## What you should do
What you return must be the data below, word for word, without any images.
***** Data section *****
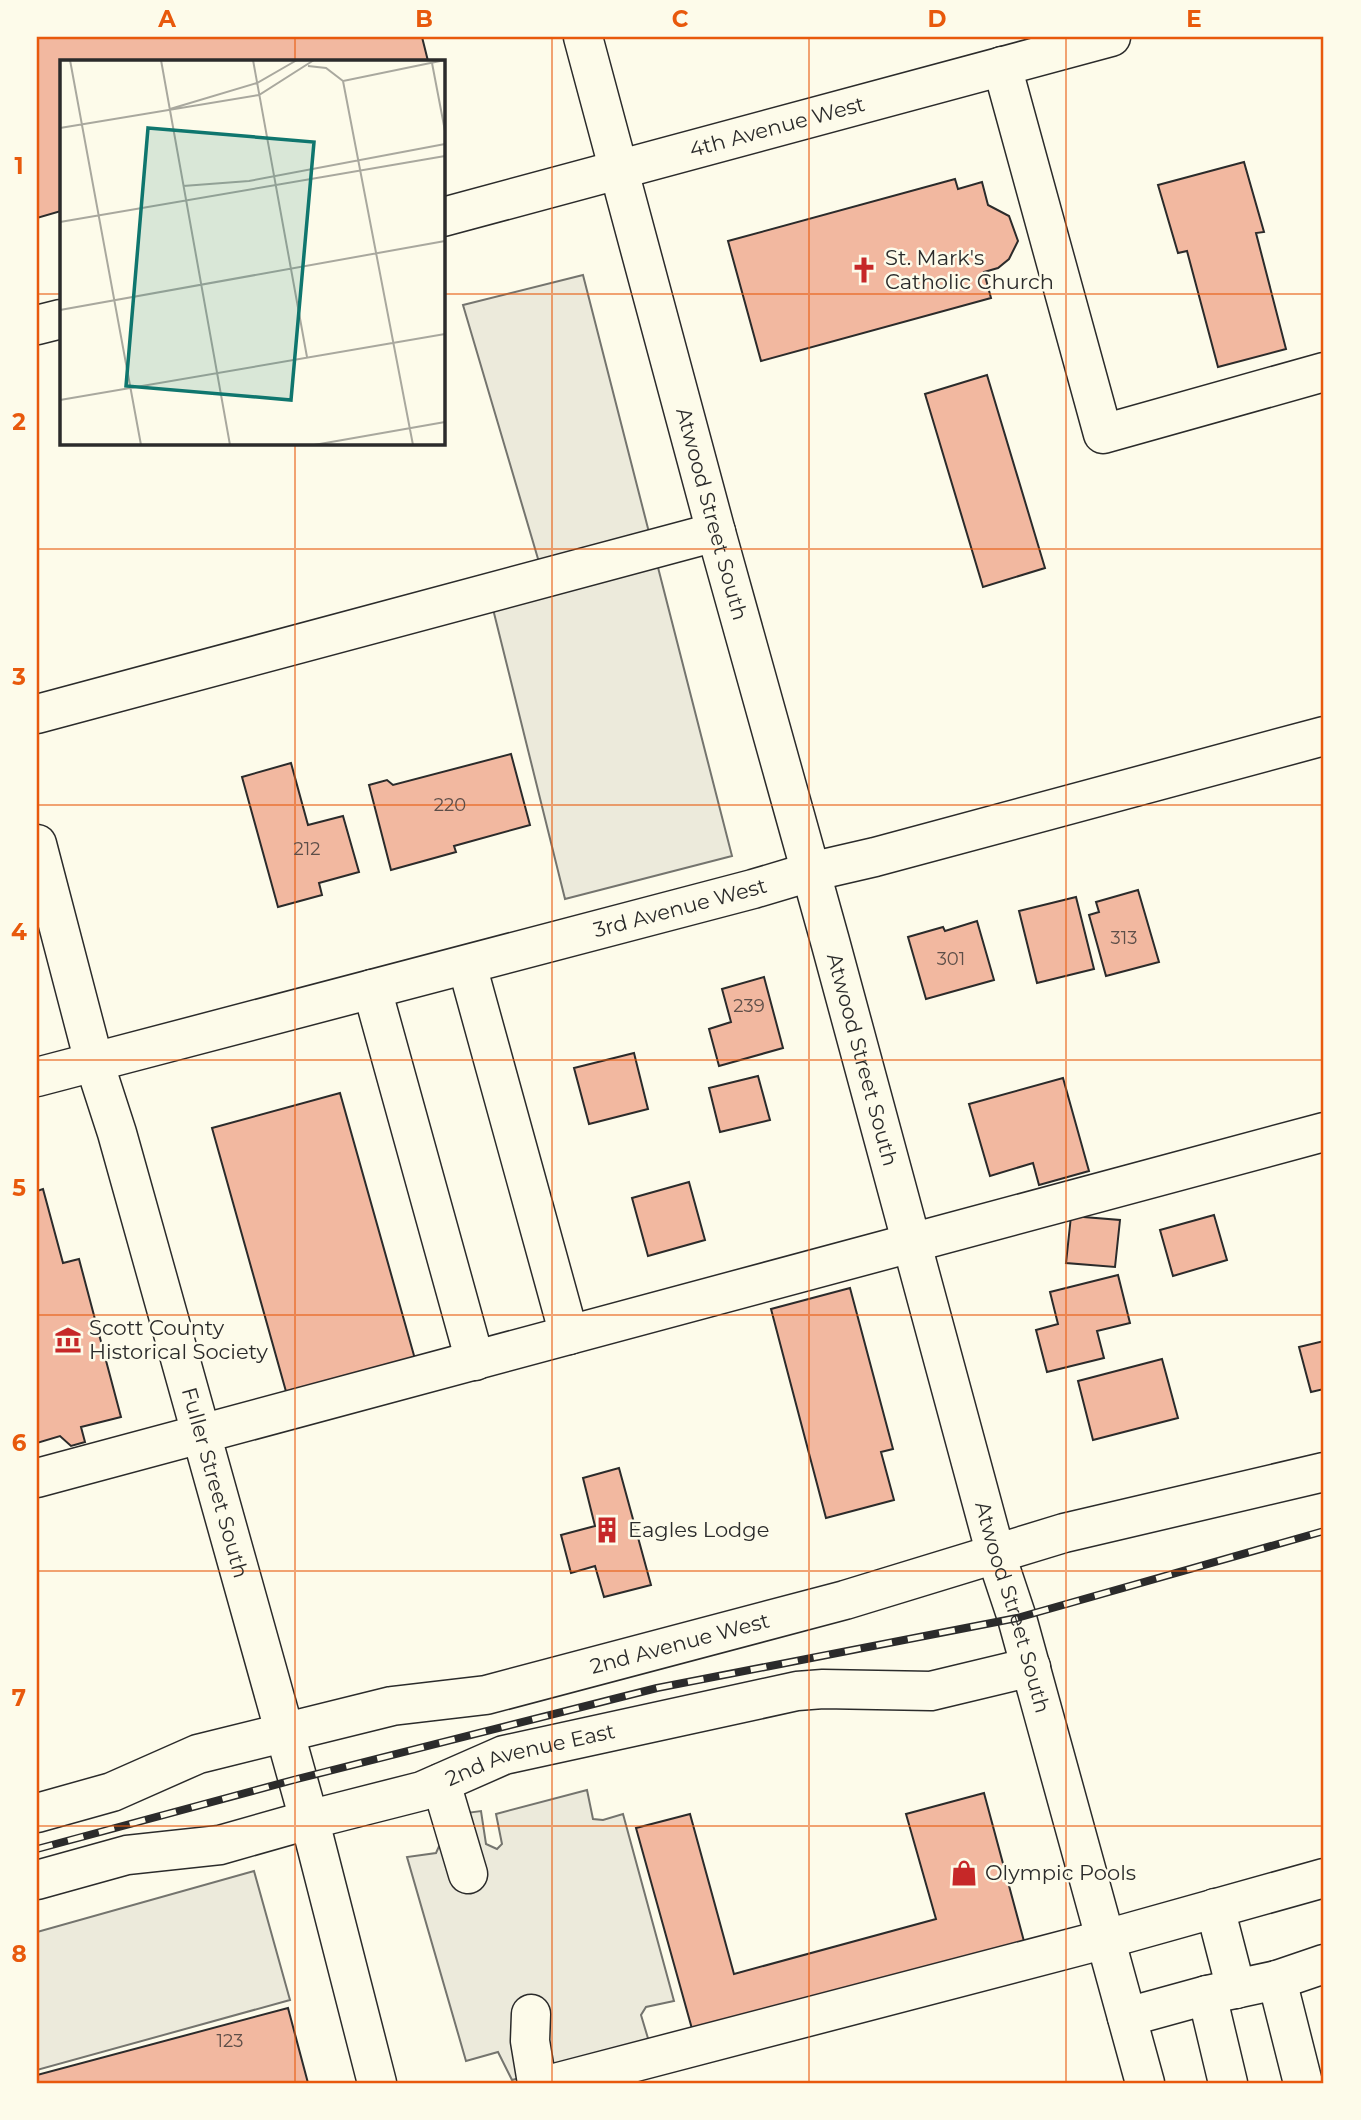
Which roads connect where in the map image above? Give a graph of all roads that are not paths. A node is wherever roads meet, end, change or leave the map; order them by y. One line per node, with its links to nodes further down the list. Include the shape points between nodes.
1 (583, 37): 4 (street, Atwood Street South)
2 (1111, 37): 3 (street, 4th Avenue West)
3 (1002, 66): 4 (street, 4th Avenue West); 8 (street, via 1103,434)
4 (619, 169): 5 (street, 4th Avenue West); 9 (street, Atwood Street South)
5 (444, 217)
6 (60, 319): 7 (street)
7 (37, 326)
8 (1324, 372)
9 (716, 532): 10 (street); 13 (street, Atwood Street South)
10 (37, 714)
11 (1324, 736): 13 (street, 3rd Avenue West)
12 (37, 844): 16 (street, Fuller Street South)
13 (810, 872): 14 (street, 3rd Avenue West); 19 (street, Atwood Street South)
14 (467, 965): 15 (street, 3rd Avenue West); 20 (street)
15 (372, 989): 16 (street, 3rd Avenue West); 21 (street)
16 (94, 1062): 17 (street, 3rd Avenue West); 22 (street, Fuller Street South)
17 (37, 1077)
18 (1324, 1132): 19 (street)
19 (912, 1243): 20 (street); 25 (street, Atwood Street South)
20 (569, 1335): 21 (street)
21 (475, 1360): 22 (street)
22 (202, 1434): 24 (street); 27 (street, Fuller Street South)
23 (1324, 1472): 25 (street, 2nd Avenue West, via 1064,1533)
24 (37, 1478)
25 (996, 1555): 26 (street, Atwood Street South); 27 (street, 2nd Avenue West, via 486,1695 392,1706)
26 (1031, 1667): 28 (street, 2nd Avenue East, via 931,1691 797,1691 504,1755); 35 (street, Atwood Street South)
27 (285, 1732): 29 (street, 2nd Avenue West, via 198,1754 112,1792); 30 (street, Fuller Street South)
28 (442, 1783): 30 (street, 2nd Avenue East); 31 (street)
29 (37, 1813)
30 (308, 1819): 33 (street, 2nd Avenue East, via 220,1845 127,1855); 41 (street, Fuller Street South)
31 (468, 1874)
32 (1324, 1878): 34 (street)
33 (37, 1880)
34 (1214, 1908): 35 (street); 38 (street)
35 (1105, 1939): 40 (street, Atwood Street South); 43 (street)
36 (1324, 1964): 37 (street)
37 (1277, 1980): 38 (street); 46 (street)
38 (1221, 1992): 40 (street); 45 (street)
39 (531, 2014): 42 (street)
40 (1127, 2017): 44 (street, Atwood Street South)
41 (377, 2083)
42 (537, 2083)
43 (555, 2083)
44 (1146, 2083)
45 (1228, 2083)
46 (1303, 2083)

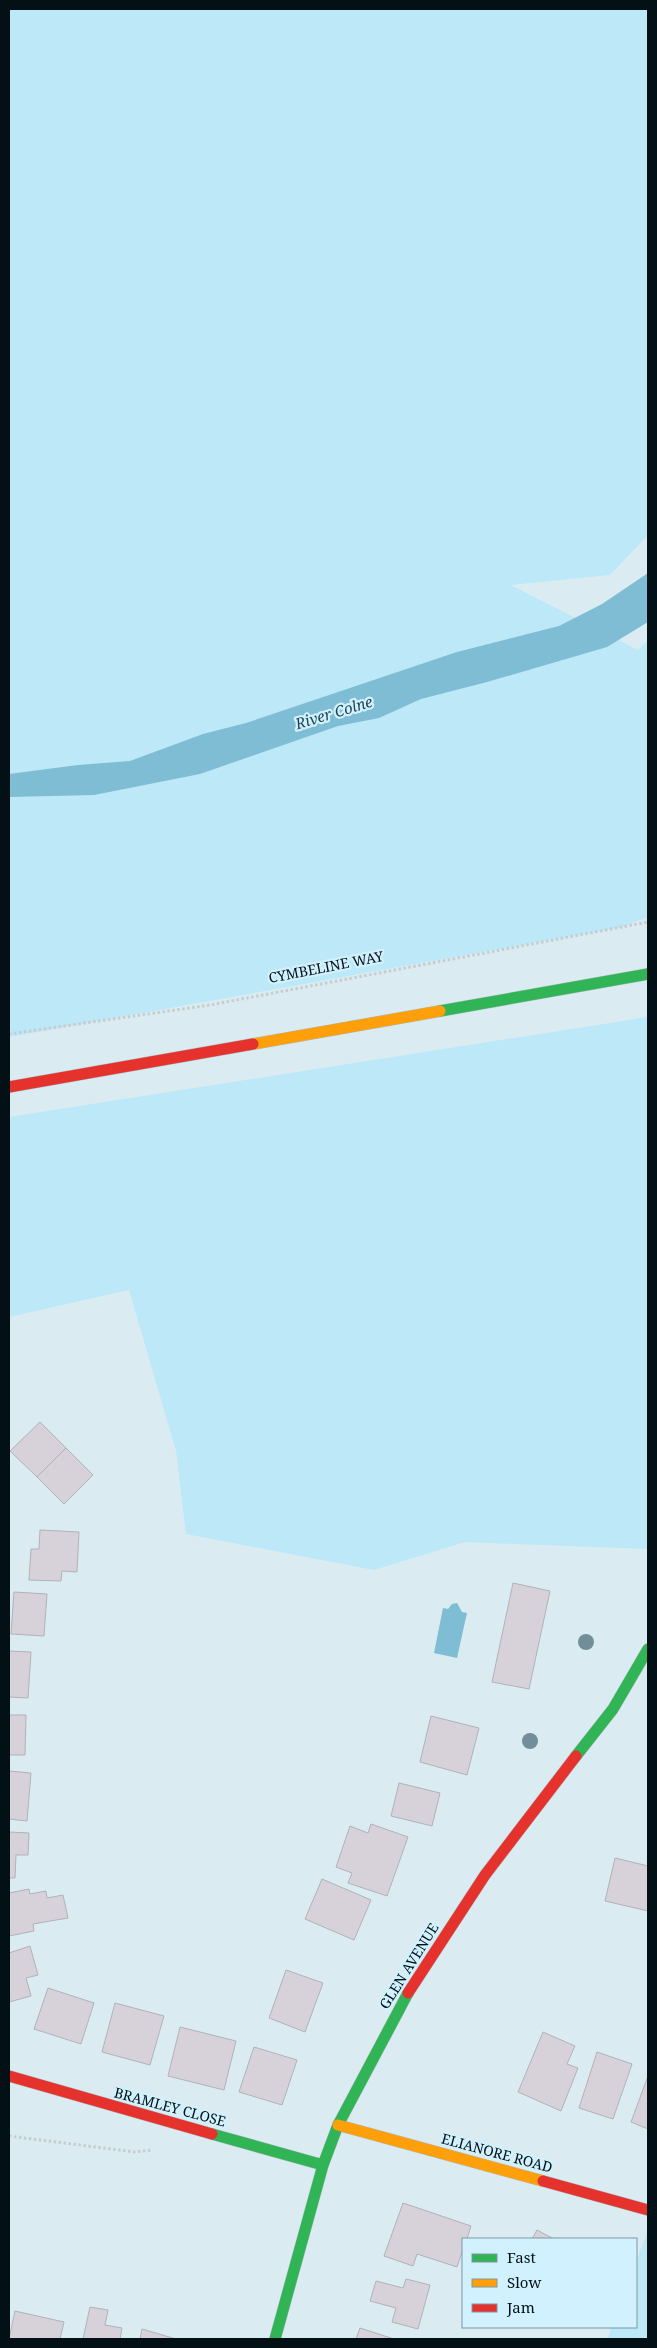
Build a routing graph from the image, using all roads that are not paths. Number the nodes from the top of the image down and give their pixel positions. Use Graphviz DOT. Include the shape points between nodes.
*****
## Output of the task
Which roads connect where in the map image above? Give a graph of all roads that are not paths. A node is wherever roads meet, end, change or leave the map; order them by y. One line per node, with its links to nodes further down the list. Include the shape points between nodes.
1 (583, 37): 4 (street, Atwood Street South)
2 (1111, 37): 3 (street, 4th Avenue West)
3 (1002, 66): 4 (street, 4th Avenue West); 8 (street, via 1103,434)
4 (619, 169): 5 (street, 4th Avenue West); 9 (street, Atwood Street South)
5 (444, 217)
6 (60, 319): 7 (street)
7 (37, 326)
8 (1324, 372)
9 (716, 532): 10 (street); 13 (street, Atwood Street South)
10 (37, 714)
11 (1324, 736): 13 (street, 3rd Avenue West)
12 (37, 844): 16 (street, Fuller Street South)
13 (810, 872): 14 (street, 3rd Avenue West); 19 (street, Atwood Street South)
14 (467, 965): 15 (street, 3rd Avenue West); 20 (street)
15 (372, 989): 16 (street, 3rd Avenue West); 21 (street)
16 (94, 1062): 17 (street, 3rd Avenue West); 22 (street, Fuller Street South)
17 (37, 1077)
18 (1324, 1132): 19 (street)
19 (912, 1243): 20 (street); 25 (street, Atwood Street South)
20 (569, 1335): 21 (street)
21 (475, 1360): 22 (street)
22 (202, 1434): 24 (street); 27 (street, Fuller Street South)
23 (1324, 1472): 25 (street, 2nd Avenue West, via 1064,1533)
24 (37, 1478)
25 (996, 1555): 26 (street, Atwood Street South); 27 (street, 2nd Avenue West, via 486,1695 392,1706)
26 (1031, 1667): 28 (street, 2nd Avenue East, via 931,1691 797,1691 504,1755); 35 (street, Atwood Street South)
27 (285, 1732): 29 (street, 2nd Avenue West, via 198,1754 112,1792); 30 (street, Fuller Street South)
28 (442, 1783): 30 (street, 2nd Avenue East); 31 (street)
29 (37, 1813)
30 (308, 1819): 33 (street, 2nd Avenue East, via 220,1845 127,1855); 41 (street, Fuller Street South)
31 (468, 1874)
32 (1324, 1878): 34 (street)
33 (37, 1880)
34 (1214, 1908): 35 (street); 38 (street)
35 (1105, 1939): 40 (street, Atwood Street South); 43 (street)
36 (1324, 1964): 37 (street)
37 (1277, 1980): 38 (street); 46 (street)
38 (1221, 1992): 40 (street); 45 (street)
39 (531, 2014): 42 (street)
40 (1127, 2017): 44 (street, Atwood Street South)
41 (377, 2083)
42 (537, 2083)
43 (555, 2083)
44 (1146, 2083)
45 (1228, 2083)
46 (1303, 2083)

Build a routing graph from the image, using all roads that are not paths. Number the nodes from the top of the image down and give their pixel positions. Use Graphviz DOT. Include the shape points between nodes.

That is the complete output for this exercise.